Laudos de Médico Particular Valem na Perícia do INSS?

Laudo de médico particular é aceito como documento de apoio na perícia do INSS, mas não substitui a avaliação do perito oficial. Ele pode fortalecer seu pedido, desde que esteja completo e acompanhado de exames. Veja como apresentá-lo e o que fazer se o INSS ignorar o relatório.

Por Dra. Vaneska Scarppati 11 min de leitura

Laudo de médico particular é aceito como documento de apoio na perícia do INSS, mas não substitui a avaliação do perito oficial. Ele pode fortalecer seu pedido, desde que esteja completo e acompanhado de exames. Veja como apresentá-lo e o que fazer se o INSS ignorar o relatório.

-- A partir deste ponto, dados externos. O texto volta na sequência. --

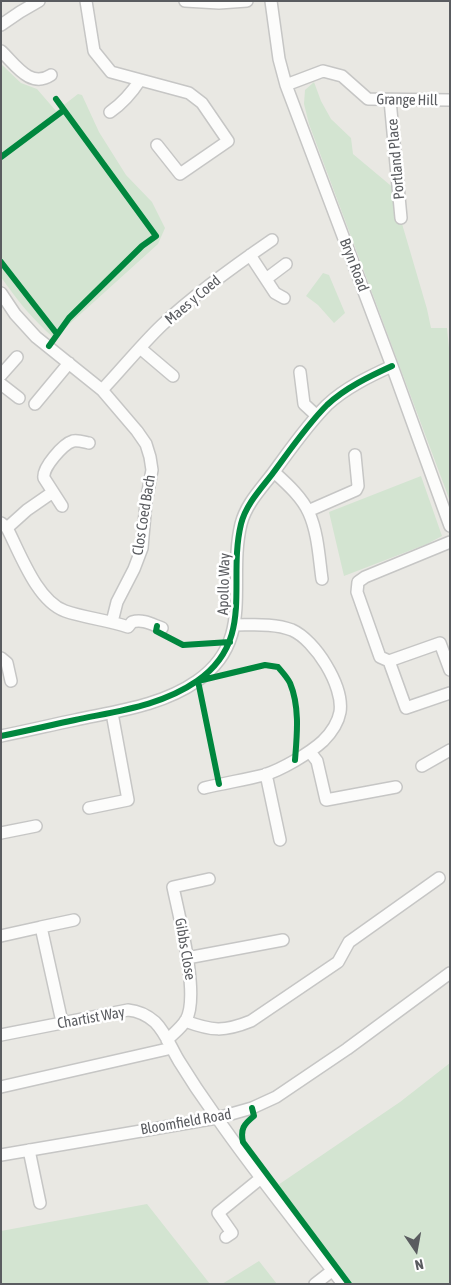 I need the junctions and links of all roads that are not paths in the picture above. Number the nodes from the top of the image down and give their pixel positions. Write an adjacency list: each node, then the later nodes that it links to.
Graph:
1 (39, 1): 6 (street)
2 (86, 1): 9 (street)
3 (185, 1): 4 (street)
4 (247, 1)
5 (271, 1): 10 (street, Bryn Road)
6 (1, 25)
7 (1, 51): 8 (street)
8 (51, 75)
9 (140, 80): 13 (street); 14 (street)
10 (286, 85): 11 (street, Grange Hill); 25 (street, Bryn Road)
11 (390, 100): 12 (street, Grange Hill); 15 (street, Portland Place)
12 (450, 100)
13 (110, 112)
14 (157, 145)
15 (401, 218)
16 (272, 240): 17 (street, Maes y Coed)
17 (250, 255): 19 (street); 22 (street, Maes y Coed)
18 (286, 264): 19 (street)
19 (266, 279): 21 (street)
20 (1, 293): 24 (street, Clos Coed Bach)
21 (284, 298)
22 (140, 348): 27 (street); 29 (street, Maes y Coed)
23 (17, 357): 28 (street)
24 (69, 363): 29 (street, Clos Coed Bach); 31 (street)
25 (392, 366): 32 (street, Apollo Way); 40 (street, Bryn Road)
26 (300, 372): 32 (street)
27 (173, 376)
28 (2, 378): 30 (street)
29 (102, 390): 43 (street, Clos Coed Bach)
30 (19, 398)
31 (35, 404)
32 (317, 416): 35 (street, Apollo Way)
33 (89, 443): 36 (street)
34 (355, 455): 38 (street)
35 (274, 472): 38 (street); 44 (street, Apollo Way)
36 (53, 492): 37 (street); 39 (street)
37 (62, 506)
38 (308, 511): 42 (street)
39 (4, 525): 43 (street)
40 (450, 526)
41 (450, 542): 47 (street)
42 (322, 578)
43 (112, 622): 45 (street)
44 (235, 625): 51 (street, Apollo Way); 54 (street)
45 (162, 628)
46 (1, 658): 49 (street)
47 (389, 661): 48 (street); 50 (street)
48 (450, 670)
49 (11, 681)
50 (450, 693)
51 (112, 713): 52 (street, Apollo Way); 59 (street)
52 (1, 736)
53 (450, 750): 55 (street)
54 (310, 752): 56 (street); 57 (street)
55 (422, 766)
56 (266, 774): 58 (street); 62 (street)
57 (396, 786)
58 (204, 788)
59 (89, 808)
60 (36, 826): 61 (street)
61 (1, 833)
62 (280, 840)
63 (439, 878): 71 (street)
64 (209, 879): 69 (street, Gibbs Close)
65 (74, 920): 66 (street)
66 (41, 927): 67 (street); 72 (street)
67 (1, 936)
68 (284, 940): 69 (street)
69 (187, 958): 71 (street, Gibbs Close)
70 (450, 974): 76 (street, Bloomfield Road)
71 (186, 1021): 74 (street)
72 (62, 1022): 73 (street, Chartist Way); 74 (street, Chartist Way)
73 (1, 1035)
74 (170, 1044): 75 (street); 76 (street, Chartist Way)
75 (1, 1086)
76 (217, 1118): 77 (street, Bloomfield Road); 79 (street, Chartist Way)
77 (29, 1150): 78 (street, Bloomfield Road); 80 (street)
78 (1, 1155)
79 (261, 1178): 81 (street); 82 (street, Chartist Way)
80 (40, 1204)
81 (226, 1237)
82 (333, 1270): 83 (street); 84 (street, Chartist Way)
83 (315, 1284)
84 (344, 1284)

Que peso o laudo do seu médico tem no INSS

Todo segurado do INSS — inclusive quem contribui como autônomo ou facultativo — pode apresentar laudo de médico particular no pedido de benefício por incapacidade temporária ou de aposentadoria por incapacidade permanente. A Lei 8.213/91 não limita essa prova, mas condiciona o benefício à verificação da incapacidade em exame médico-pericial. Ou seja: o relatório do seu médico entra como evidência, não como decisão. Quem decide, na esfera administrativa, é a perícia médica federal.

Na prática, o médico perito do INSS vai ler o laudo particular, mas também pode pedir exames complementares, fazer perguntas e até divergir. Por isso, um laudo bem feito, com identificação do profissional, CID, evolução do quadro e impacto no trabalho, ajuda mais do que uma receita solta.

Quem busca benefício por incapacidade costuma ser trabalhador ativo ou doente crônico. Também há casos de quem recebeu alta da perícia e precisa de revisão. Nesses cenários, o laudo particular tem papel de apoiar a demonstração da condição médica, mas não elimina a avaliação do Instituto Nacional do Seguro Social.

No BPC, a base legal é outra — a Lei 8.742/93, e não a lei de benefícios previdenciários. Ali, além da deficiência, avalia-se a renda familiar, e a lei exige avaliação médica e social. O laudo particular é importante para demonstrar o impedimento de longo prazo, mas não dispensa nenhuma das duas etapas: veja como funcionam a avaliação social e a médica do BPC.

Na prática, isso significa que o laudo particular nunca deve ser guardado para depois. Desde o primeiro pedido, anexe o relatório atualizado e todos os exames que comprovem a incapacidade. Quanto mais claro para o perito, mais fácil a análise.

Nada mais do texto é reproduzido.